140 running containers and 33 stopped (that I spin up sometimes for specific tasks or testing new things), so 173 total on Unraid. I have them gouped into:
- 118 Auto-updates (low chance of breaking updates or non-critical service that only I would notice if it breaks)
- 55 Manual-updates (either it's family-facing e.g. Jellyfin, or it's got a high chance of breaking updates, or it updates very infrequently so I want to know when that happens, or it's something I want to keep particular note of or control over what time it updates e.g. Jellyfin when nobody's in the middle of watching something)
I subscribe to all their github release pages via FreshRSS and have them grouped into the Auto/Manual categories. Auto takes care of itself and I skim those release notes just to keep aware of any surprises. Manual usually has 1-5 releases each day so I spend 5-20 minutes reading those release notes a bit more closely and updating them as a group, or holding off until I have more bandwidth for troubleshooting if it looks like an involved update.
Since I put anything that might cause me grief if it breaks in the manual group, I can also just not pay attention to the system for a few days and everything keeps humming along. I just end up with a slightly longer manual update list when I come back to it.
I’ve never looked into adding GitHub releases to FreshRSS. Any tips for getting that set up? Is it pretty straight forward?
I just added this URL for Jellyfin and it "just worked":
if not, adding .rss or .atom should do the trick:
https://github.com/jellyfin/jellyfin/releases.atom https://github.com/jellyfin/jellyfin/releases.rss
- Because I'm old, crusty, and prefer software deployments in a similar manner.
Agreed. Im tired after work. Debian/yunohost is good enough.
At work its hundreds of docker containers but all ci/cd takes care of that.
I salute you and wish you the best in never having a dependency conflict.
I've been resolving them since the late 90s, no worries.

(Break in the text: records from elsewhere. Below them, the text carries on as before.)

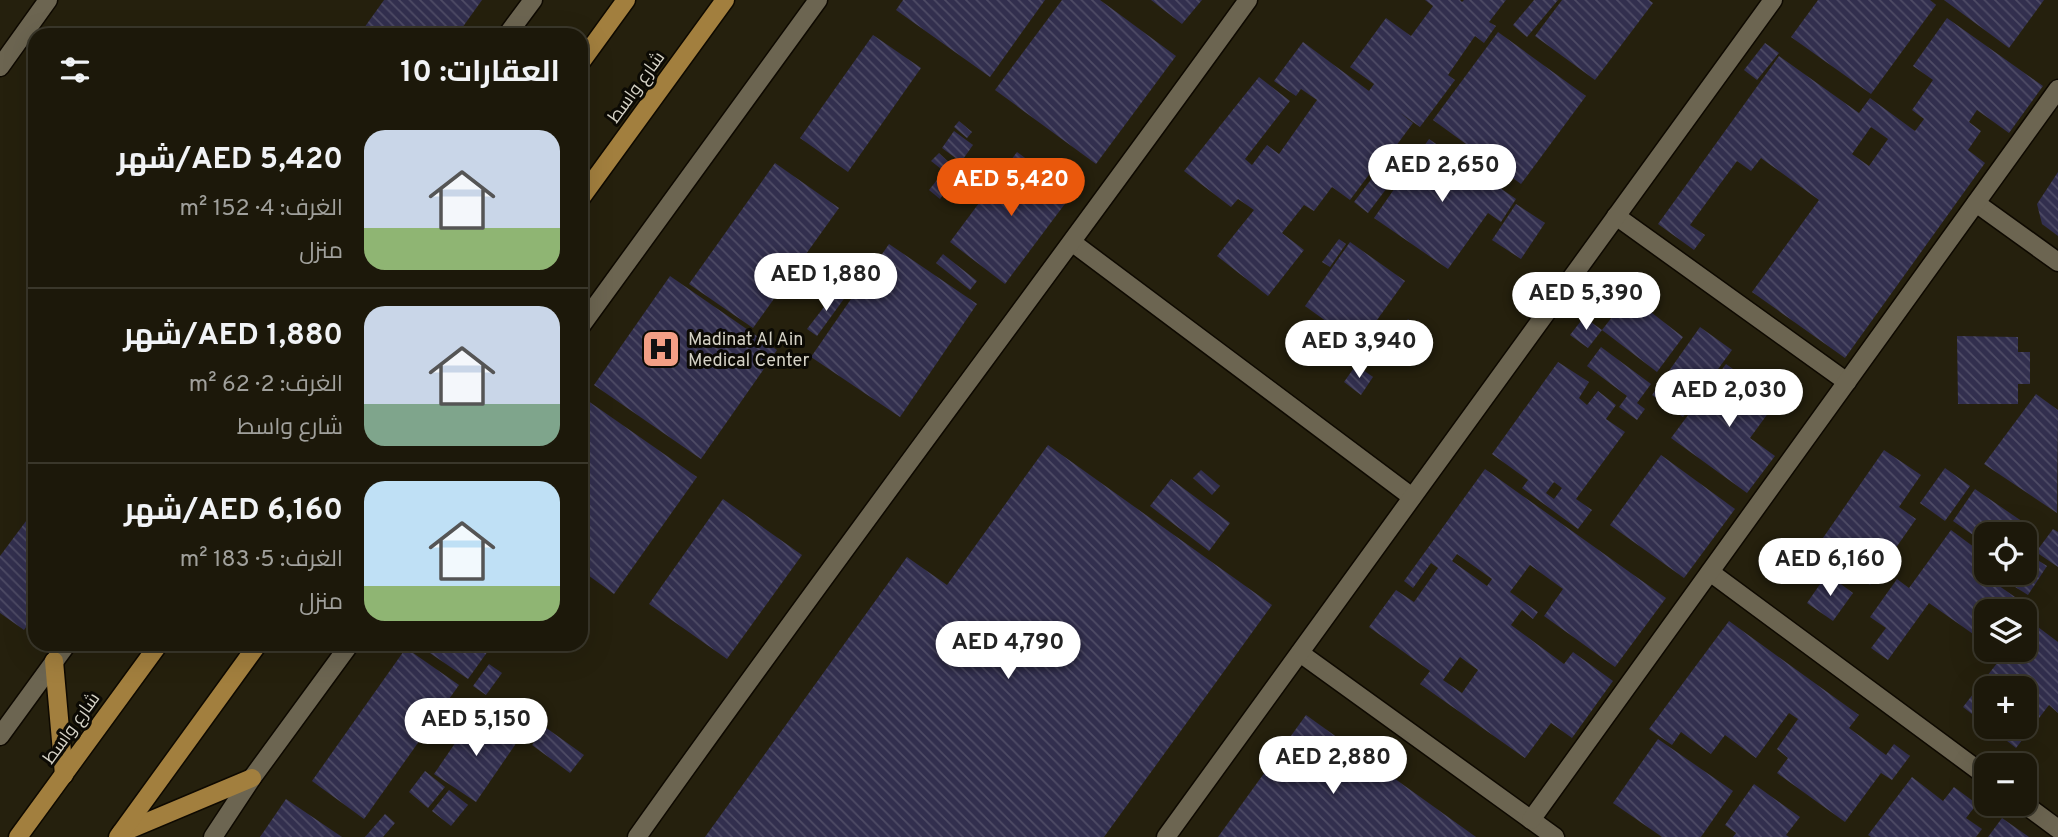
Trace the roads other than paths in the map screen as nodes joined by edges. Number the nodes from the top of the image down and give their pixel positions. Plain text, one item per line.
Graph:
1 (48, 0) edge
2 (533, 0) edge
3 (626, 0) edge
4 (725, 0) edge
5 (818, 0) edge
6 (1248, 0) edge
7 (1766, 2) edge
8 (512, 28) edge
9 (588, 52) edge
10 (0, 67) edge
11 (2058, 89) edge
12 (588, 188) edge
13 (1976, 203) junction
14 (1616, 216) junction
15 (1073, 243) junction
16 (2058, 262) edge
17 (588, 316) edge
18 (1847, 382) junction
19 (1412, 498) junction
20 (1710, 572) junction
21 (62, 651) edge
22 (154, 651) edge
23 (253, 651) edge
24 (345, 651) edge
25 (1300, 653) junction
26 (54, 662) junction
27 (0, 736) edge
28 (1974, 767) edge
29 (64, 775) junction
30 (252, 778) junction
31 (2037, 813) edge
32 (1531, 820) junction
33 (2058, 829) edge
34 (119, 835) edge
35 (18, 837) edge
36 (213, 837) edge
37 (637, 837) edge
38 (1166, 837) edge
39 (1555, 837) edge

1 - 10 street
2 - 8 street
3 - 9 main road
4 - 12 main road, شارع واسط
5 - 17 street
6 - 15 street
7 - 14 street
11 - 13 street
13 - 16 street
13 - 18 street
14 - 18 street
14 - 19 street
15 - 19 street
15 - 37 street
18 - 20 street
19 - 25 street
20 - 28 street
20 - 32 street
21 - 26 street
22 - 29 main road, شارع واسط
23 - 34 main road
24 - 30 street
25 - 32 street
25 - 38 street
26 - 27 street
26 - 29 main road
29 - 35 main road, شارع واسط
30 - 34 main road
30 - 36 street
31 - 33 street
32 - 39 street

Acronyms, initialisms, abbreviations, contractions, and other phrases which expand to something larger, that I've seen in this thread:
| Fewer Letters | More Letters |
|---|---|
| NAS | Network-Attached Storage |
| Plex | Brand of media server package |
| SSH | Secure Shell for remote terminal access |
| SSL | Secure Sockets Layer, for transparent encryption |
| VPN | Virtual Private Network |
| k8s | Kubernetes container management package |
6 acronyms in this thread; the most compressed thread commented on today has 8 acronyms.
[Thread #42 for this comm, first seen 29th Jan 2026, 11:00] [FAQ] [Full list] [Contact] [Source code]
13 running on my little Synology.
Actually more than I expected, I would have guesses closer to 8
About 62 deployments with 115 "pods"
I have currently got 23 on my n97 mini pc and 3 on my raspberry pi 4, making 26 in total.
I have no issues managing these. I use docker compose for everything and have about 10 compose.yml files for the 23 containers.
Running home assistant with a few addons on a mostly dormant raspberry pi. This totals to 19 lines.
9 containers of which 1 is container manager with 8 containers inside (multi-containers counted as 1). And 9 that are installed off the NAS app store. 18 total.
About 50 on a k8s cluster, then 12 more on a proxmox vm running debian and about 20 ish on some Hetzner auction servers.